Wer bei "Knigge" nur an Messer und Gabel und an gezogene Hüte denkt und daraus das präventive Urteil fällt, hier sei ein Buch, das nicht unbedingt gelesen werden müsse, dem entgeht nicht nur ein tiefer Einblick in deutschen Alltag und in deutsches Gedankengut der zweiten Hälfte des 18. Jhd, sondern obendrein ein selten feines Stück Literatur. Ein Text, dessen Lektüre schon allein durch die Sicherheit der Wortwahl, den geschickten Satzbau und die Melodie der Sprache so erfreulich ist, dass ich ihn rückhaltlos empfehlen kann. Ein Text, der zudem in deutlichen, wenn auch freilich etwas altertümlichen Bildern nachvollziehbare Wegweiser durch das Labyrinth zwischenmenschlicher Beziehungen malt; ob daheim oder auf Reisen, privat oder geschäftlich; ob zum Umgang mit Kaufleuten, Handwerkern, Lehrern, Ärzten, Juristen oder Künstlern ... : und man ist immer wieder erstaunt über die Mühelosigkeit, mit welcher man die Brücke über die nun fast 250jährige Distanz schlagen kann, die Knigges Zeit von unserer trennt.

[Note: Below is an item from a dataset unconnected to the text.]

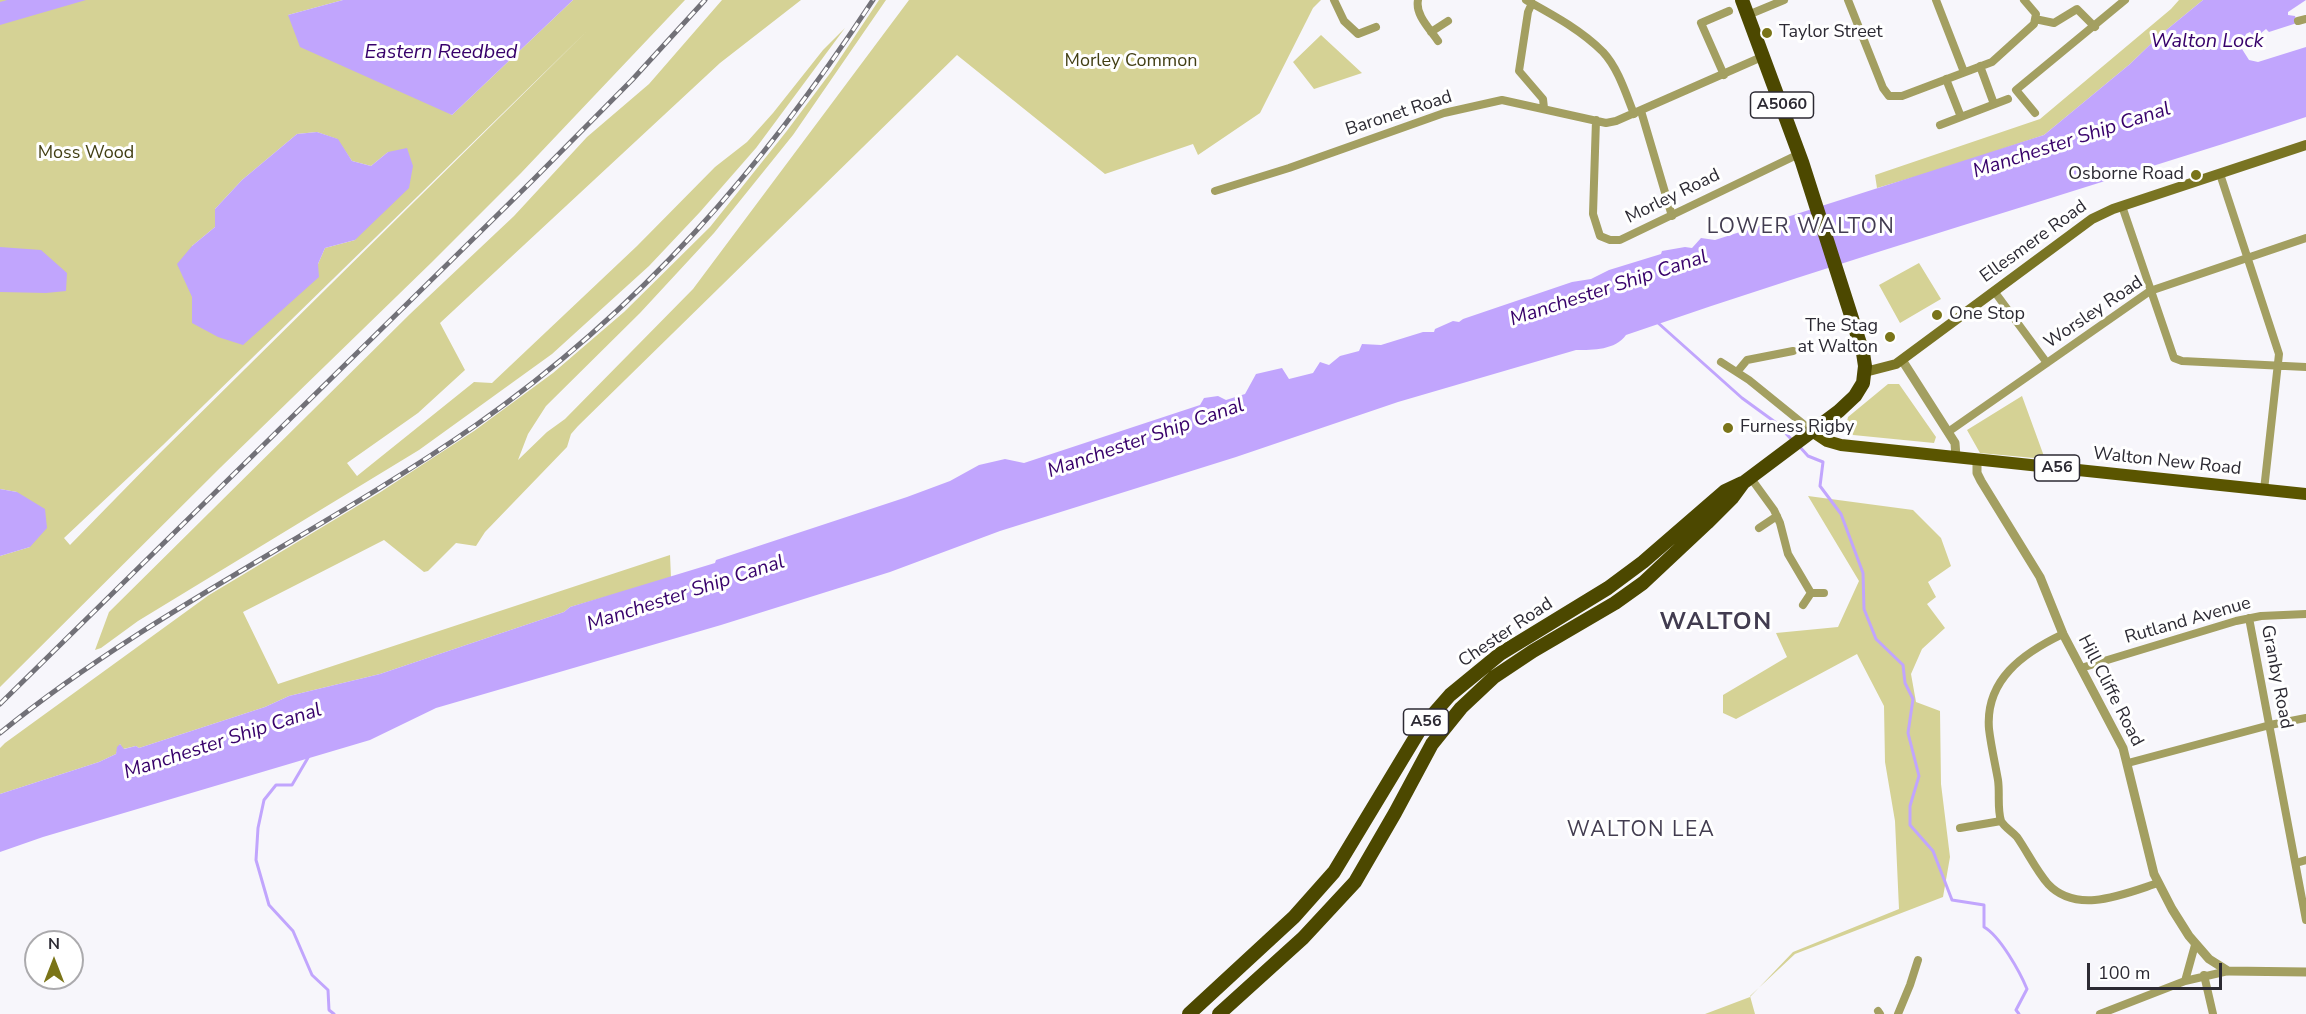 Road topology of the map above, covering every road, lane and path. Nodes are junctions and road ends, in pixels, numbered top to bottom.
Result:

Die meisten der Empfehlungen, die er seinen Zeitgenossen zum Umgange miteinander gibt, dürften in seinen Tagen ebenso richtig gewesen und auf ebenso unfruchtbaren Boden gefallen sein, wie sie es heute sein und tun würden. Die von ihm an den Pranger gestellten Verfehlungen stehen jedenfalls ganz unverrückt auch jetzt noch da, im selben Kostüm, mit derselben Frechheit im Gesicht, und ihre Schilderung spendet immerhin den Trost, dass sich unsere Welt in den letzten Jahrhunderten trotz aller Massenmedien nicht wesentlich verschlimmert hat.
Die Offenheit und ehrliche Überzeugung, mit der Knigge aus dem gesamten Umfeld seiner Erfahrungen heraus redet, sollte es uns leicht machen, über heutzutage von der emanzipierten Frauenwelt mit Sicherheit als diskriminierend empfundene Passagen hinwegzusehen. Zumal Knigge selbst schreibt: "Weise Frauenzimmer allein können den Personen ihres Geschlechts die besten Lehren über ihr Betragen im gesellschaftlichen Leben erteilen; das ist eine Arbeit, die Männern nicht gelingen würde."
Was Knigge gelingt ist, dem gesunden Menschenverstand ein würdiges Denkmal zu setzen. Das Alter dieses Denkmals, gepaart mit seiner unvergilbten Mahnung, sollte Grund genug für einen gelegentlichen Ausflug zu ihm sein. Eine sentimentale Rose an seinem Sockel kann nicht schaden.